The present invention relates to a compressive and electro-osmotic dehydrator of the filter press type, wherein liquid containing solids such as sludge or slurry of service water or sewage is dehydrated under pressure, and electro-osmotically to improve the dehydration. Particularly, the invention relates to improvements in the supports for the electrodes and diaphragms of the dehydrator.
Many types of prior art arrangements for electro-osmotic dehydration are described in U.S. Pat. No. 4,376,022 to Porta et al., while electro-osmotic dehydration with a filter press is described in U.S. Pat No. 3,773,640 to Burrage et al.
Compressive and electro-osmotic dehydrators of the filter-press type having press diaphragms are shown in Japanese provisional patent publications No. 62-125810, No. 62-125811 and No. 62-125812 of Shinko Pfaudler Co., Ltd. (now Shinko Pantec Co., Ltd.), all laid open on June 8, 1987.
FIGS. 1a-1c herein show steps of operation of this type of conventional dehydrator, which includes press plates 2a and 2b and a pair of filter cloths 3 between them. The plate 2a has a diaphragm 4 supporting an electrode plate 5a. The other plate 2b has an electrode plate 5b fixed to it.
In the first step shown in FIG. 1a, the press plates 2a and 2b are closed to form a sealed space between them. A liquid containing solids is pumped through passages 6 and squeezed between the cloths 3. An amount of liquid filtrate permeates through the cloths 3 and drains through small holes in the electrodes 5a and 5b and through passages 7. This produces a cake C of sludge and constitutes primary dehydration.
In the second step shown in FIG. 1b, compressed air is supplied to the space between the plate 2a and the diaphragm 4, which swells the diaphragm and compresses the sludge cake C. This further dehydrates the cake down to a water content of 80-85%, and constitutes secondary dehydration.

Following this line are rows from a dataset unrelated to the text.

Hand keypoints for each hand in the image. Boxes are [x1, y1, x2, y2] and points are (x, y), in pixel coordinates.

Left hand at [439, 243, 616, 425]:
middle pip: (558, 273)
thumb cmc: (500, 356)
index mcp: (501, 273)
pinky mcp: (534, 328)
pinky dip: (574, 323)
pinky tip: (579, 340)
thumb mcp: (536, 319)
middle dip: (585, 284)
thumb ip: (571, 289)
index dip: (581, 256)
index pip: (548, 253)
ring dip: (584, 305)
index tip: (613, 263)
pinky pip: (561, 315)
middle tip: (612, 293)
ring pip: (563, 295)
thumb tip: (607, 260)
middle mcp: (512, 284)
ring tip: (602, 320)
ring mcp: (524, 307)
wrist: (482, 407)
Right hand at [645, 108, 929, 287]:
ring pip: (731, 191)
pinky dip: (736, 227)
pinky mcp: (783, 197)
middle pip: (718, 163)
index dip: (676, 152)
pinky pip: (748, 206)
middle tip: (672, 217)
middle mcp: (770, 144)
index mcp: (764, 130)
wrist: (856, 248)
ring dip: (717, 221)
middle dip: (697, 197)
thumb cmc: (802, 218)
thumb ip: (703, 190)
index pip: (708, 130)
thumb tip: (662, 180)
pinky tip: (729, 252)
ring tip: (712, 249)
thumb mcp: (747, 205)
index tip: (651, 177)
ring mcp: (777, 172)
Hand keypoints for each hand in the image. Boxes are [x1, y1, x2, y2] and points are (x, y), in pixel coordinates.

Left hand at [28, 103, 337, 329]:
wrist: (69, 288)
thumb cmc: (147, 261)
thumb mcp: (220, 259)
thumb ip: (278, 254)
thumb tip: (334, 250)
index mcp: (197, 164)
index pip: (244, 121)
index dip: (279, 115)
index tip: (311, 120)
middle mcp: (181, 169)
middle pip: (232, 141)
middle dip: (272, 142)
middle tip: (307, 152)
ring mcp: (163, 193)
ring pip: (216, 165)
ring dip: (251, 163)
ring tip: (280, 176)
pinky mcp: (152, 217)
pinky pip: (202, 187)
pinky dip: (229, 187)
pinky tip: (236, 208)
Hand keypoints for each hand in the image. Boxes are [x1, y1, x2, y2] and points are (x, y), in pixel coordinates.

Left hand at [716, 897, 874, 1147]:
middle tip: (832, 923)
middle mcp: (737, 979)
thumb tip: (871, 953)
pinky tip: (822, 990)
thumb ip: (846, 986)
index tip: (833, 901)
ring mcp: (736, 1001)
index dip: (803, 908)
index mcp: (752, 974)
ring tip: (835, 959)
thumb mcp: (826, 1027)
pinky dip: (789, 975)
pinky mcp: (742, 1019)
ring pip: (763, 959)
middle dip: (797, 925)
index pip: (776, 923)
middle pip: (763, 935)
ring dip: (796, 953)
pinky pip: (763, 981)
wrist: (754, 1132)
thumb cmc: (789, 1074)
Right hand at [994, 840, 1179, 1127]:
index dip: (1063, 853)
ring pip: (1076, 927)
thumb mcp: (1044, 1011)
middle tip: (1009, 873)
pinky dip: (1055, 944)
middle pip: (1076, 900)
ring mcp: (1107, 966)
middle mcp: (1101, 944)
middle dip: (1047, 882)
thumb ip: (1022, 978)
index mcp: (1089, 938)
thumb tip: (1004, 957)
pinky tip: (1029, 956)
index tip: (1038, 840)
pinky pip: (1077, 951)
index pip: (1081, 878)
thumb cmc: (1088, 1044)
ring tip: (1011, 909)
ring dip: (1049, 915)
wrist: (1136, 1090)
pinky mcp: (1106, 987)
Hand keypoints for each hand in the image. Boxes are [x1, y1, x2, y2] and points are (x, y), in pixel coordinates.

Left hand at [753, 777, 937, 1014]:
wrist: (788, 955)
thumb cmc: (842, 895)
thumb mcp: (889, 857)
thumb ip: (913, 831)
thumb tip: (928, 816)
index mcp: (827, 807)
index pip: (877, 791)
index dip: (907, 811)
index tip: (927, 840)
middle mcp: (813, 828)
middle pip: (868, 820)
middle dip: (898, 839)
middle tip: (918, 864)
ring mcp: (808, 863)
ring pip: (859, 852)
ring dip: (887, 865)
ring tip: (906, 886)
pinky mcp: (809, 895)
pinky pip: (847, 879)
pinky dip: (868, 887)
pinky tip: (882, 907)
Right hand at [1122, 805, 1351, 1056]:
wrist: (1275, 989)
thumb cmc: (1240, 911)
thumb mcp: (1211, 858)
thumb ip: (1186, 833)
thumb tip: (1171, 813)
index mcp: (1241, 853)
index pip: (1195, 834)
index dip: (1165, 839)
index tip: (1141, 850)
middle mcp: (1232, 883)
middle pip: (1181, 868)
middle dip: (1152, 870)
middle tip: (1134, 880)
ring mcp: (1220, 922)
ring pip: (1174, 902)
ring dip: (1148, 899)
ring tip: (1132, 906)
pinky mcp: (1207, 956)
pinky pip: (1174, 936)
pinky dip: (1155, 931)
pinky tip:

In a later stage of this step, DC voltage is applied, for example, at 40 volts for 15 minutes between the electrodes 5a and 5b. This causes electro-osmosis to further promote the dehydration, and constitutes tertiary dehydration. As a result, the water content is reduced to about 50% and the cake volume is greatly reduced.
In the last step shown in FIG. 1c, the press plates 2a and 2b are opened and the cloths 3 are lowered in order to remove the finally dehydrated cake C.
The electrodes 5a and 5b, which are expensive, are easily damaged electrochemically, while the electrode 5a is also subjected to strong mechanical actions of the diaphragm 4 which supports it. Conventionally, the electrodes have been made of metal plates, sintered carbon plates or the like.
If the electrode 5a fixed to the diaphragm is a metal plate, it can be constructed advantageously in terms of bending strength, but this is electrochemically disadvantageous.
If the electrode 5a comprises a sintered carbon plate, it must be made of special carbonic material advantageous for electro-osmosis. In general, such material is brittle and does not bend. Consequently, for a large plate size, the electrode of this material must be divided into segments so that it is not broken by high pressure. The provision of divided electrodes on a flexible diaphragm would involve difficulty in uniform voltage application to the electrode segments, complexity in construction for their individual supports and reinforcements, difficulty in providing liquid passages through the electrode segments, and ready exposure to the influences of electrode reaction.